Water indoor plants often – they tend to dry out faster than plants in the ground. Some varieties may require watering twice daily. Place your garden near a water supply to prevent the need to lug heavy watering cans around. You might want to purchase a shrinking hose that can be attached to your sink to make watering easier.

Hanging and potted plants that live outdoors do not get enough water from rain showers – they must be watered, sometimes more than once a day. If your potting contains fertilizer, you probably won’t need to feed your plants very often if ever. If your soil is not fertilized, you will want to use water-soluble fertilizer to feed your plants.

Use a sprayer bottle to spritz your plants a few times every day to maintain ideal humidity for apartment plants. Plants that are on a balcony or hanging outdoors should be monitored for wind damage. You may need a windshield to prevent plants from drying out too quickly or sustaining heavy leaf damage.

Apartment GardeningContainers can be very heavy when they are full of soil and water. Window sill planters and window boxes should be fully secured to the window sill so that they cannot damage the sill. If you plant on a balcony or rooftop, check with the apartment management about how much weight the structure can handle.

Seeds are a fun and easy way to start your garden, but if you want to start your garden immediately, try buying small plants. Here are a few suggestions about plants that might do well in your apartment:

Herbs – Herbs are perfectly happy in containers.
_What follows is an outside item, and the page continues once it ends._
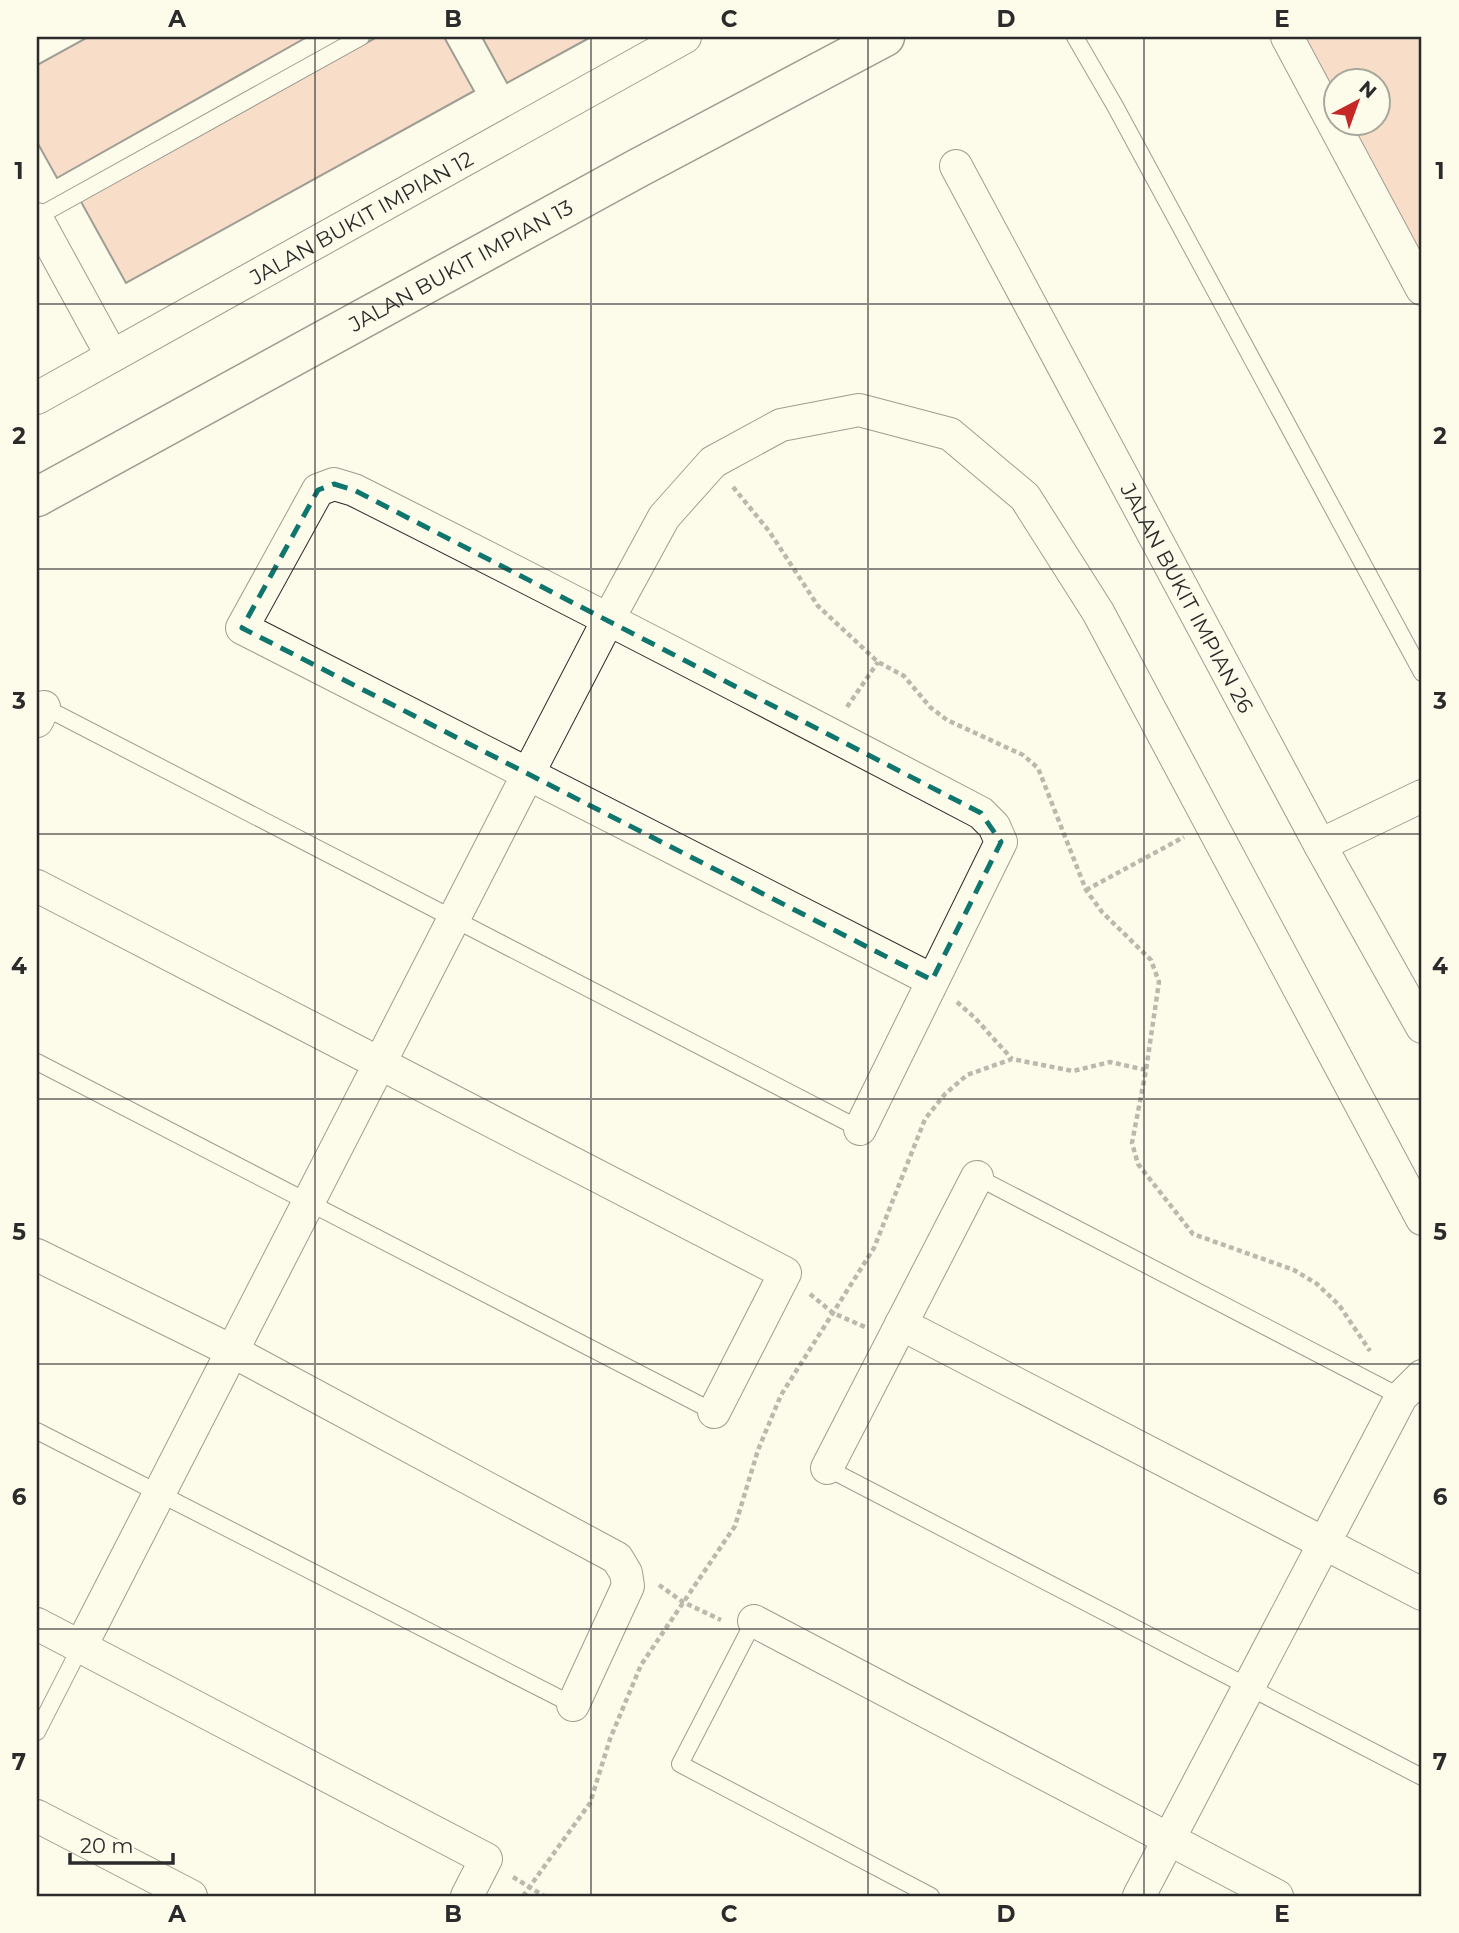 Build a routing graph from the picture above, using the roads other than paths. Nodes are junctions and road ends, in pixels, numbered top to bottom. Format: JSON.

Some kitchen favorites include parsley, chives, mint, thyme, basil, and lavender.

Salad Greens – Lettuces grow quickly and put out shallow roots, and do well in low light as long as they are well watered. Try Spinach, Bibb lettuce, or Arugula.

Chile Peppers – Peppers produce fruit year-round, grow famously well in pots, and tolerate lower light conditions.

Strawberries – Although strawberries require a lot of sun, a nice sunny window sill can produce a pretty (and delicious) batch of plants. Be sure to use pots that are 12” deep.

Tomatoes – Tomatoes grow well in containers, although the plants can be heavy and require a lot of light. They do best in 30” diameter pots or larger and on balconies, although hanging pots with a sturdy hook can produce very nice results.

Harvest frequently – apartment gardeners are sometimes shy about harvesting, hoping for a larger harvest or fearing that harvesting will harm plants. Harvesting actually stimulates the plant to set more flowers and create more fruit, so enjoy the bounty of your Charlottesville apartment garden regularly!